The good news is that our happiness set-point is probably not set in stone. The reason that most people’s happiness remains constant is simply that they have no idea how to increase it. However, the evidence suggests that increasing it is in fact possible. Indeed, an author of the above quote subsequently wrote a book on overcoming our genes and becoming happier (Happiness: The Nature and Nurture of Joy and Contentment). More compelling evidence comes from the recent findings on neuroplasticity. This is a field of research showing that the brain can grow new neurons and change its structure throughout life. For example, in London cab drivers, the regions of the brain responsible for navigation were found to be expanded as a result of their years of driving. Neuroplasticity offers hope: Perhaps our brain is currently “wired” for unhappiness, but can it be “rewired”?

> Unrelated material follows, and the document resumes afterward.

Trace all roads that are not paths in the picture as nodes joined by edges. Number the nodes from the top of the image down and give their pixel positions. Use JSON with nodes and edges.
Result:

In the excellent book Train Your Mind, Change Your Brain, Sharon Begley addresses exactly this question. The happiness set-point only exists because people do not understand how mental training that can rewire their brains. A quote from her book reads:
Consider an analogy. You are studying whether measures of cardiovascular health – resting heart rate and blood pressure, for instance – can be improved. You are conducting the experiment in a society that has yet to get the news that there is such a thing as aerobic exercise. You dutifully measure the resting heart rate and blood pressure of your couch potatoes every year for several decades. Except for some change due to aging, their heart rate and blood pressure are, you find, remarkably stable. You win fame and fortune and Time cover stories for discovering the “cardiovascular set point.”

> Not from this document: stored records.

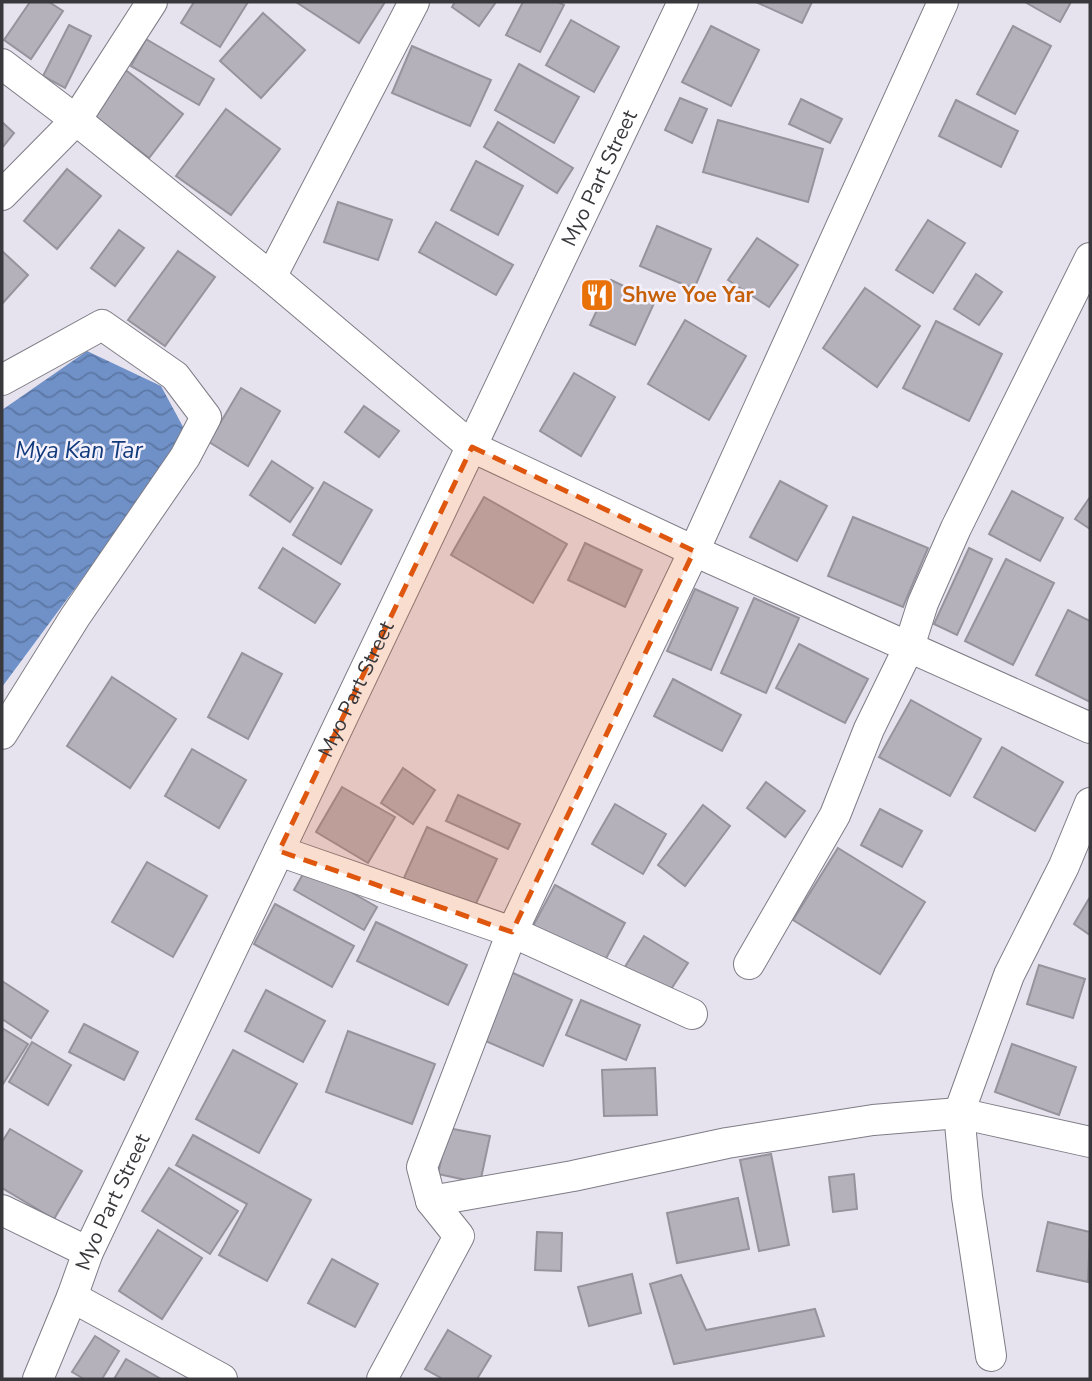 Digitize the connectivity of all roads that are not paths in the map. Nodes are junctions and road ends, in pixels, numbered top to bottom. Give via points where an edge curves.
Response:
1 (152, 2) edge
2 (414, 2) edge
3 (683, 2) edge
4 (943, 2) edge
5 (2, 64) edge
6 (76, 120) junction
7 (2, 195) edge
8 (1090, 258) edge
9 (271, 278) junction
10 (2, 380) edge
11 (472, 447) junction
12 (694, 551) junction
13 (909, 646) junction
14 (1090, 728) edge
15 (2, 734) edge
16 (1090, 803) edge
17 (279, 851) junction
18 (512, 932) junction
19 (749, 964) dead end
20 (692, 1014) dead end
21 (959, 1113) junction
22 (1090, 1142) edge
23 (431, 1201) junction
24 (2, 1210) edge
25 (88, 1252) junction
26 (72, 1297) junction
27 (991, 1356) dead end
28 (38, 1379) edge
29 (222, 1379) edge
30 (382, 1379) edge

1 - 6 street
2 - 9 street
3 - 11 street, Myo Part Street
4 - 12 street
5 - 6 street
6 - 7 street
6 - 9 street
8 - 13 street via 956,528
9 - 11 street
10 - 15 street via 102,325 175,376 206,417 185,457 75,617
11 - 12 street
11 - 17 street, Myo Part Street
12 - 13 street
12 - 18 street
13 - 14 street
13 - 19 street via 835,815
16 - 21 street via 1009,975
17 - 18 street
17 - 25 street, Myo Part Street
18 - 20 street
18 - 23 street via 422,1167
21 - 22 street
21 - 23 street via 873,1120 727,1143
21 - 27 street
23 - 30 street via 458,1236
24 - 25 street
25 - 26 street, Myo Part Street
26 - 28 street, Myo Part Street
26 - 29 street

With this, we conclude that there is potential for raising the happiness set-point, but that it requires a regimen of mental training to do so. We must stop looking for happiness in material possessions, which study after study confirm do not contribute to happiness, and instead go about cultivating the mind. In his book Happiness: A Guide to Developing Life’s Most Important Skill, scientist-turned-Buddhist monk Matthieu Ricard describes specific mental exercises that we can use to increase our happiness. He supports his claims with studies (which he helped design) of the effects of meditation on brain activity in the left cortex, a region associated with happiness and compassion. His message is that happiness is accessible to all. It is not some fixed quantity pre-determined by our genes. However, to experience happiness fully, we must be determined to look for it in the right places. We must cultivate its true cause.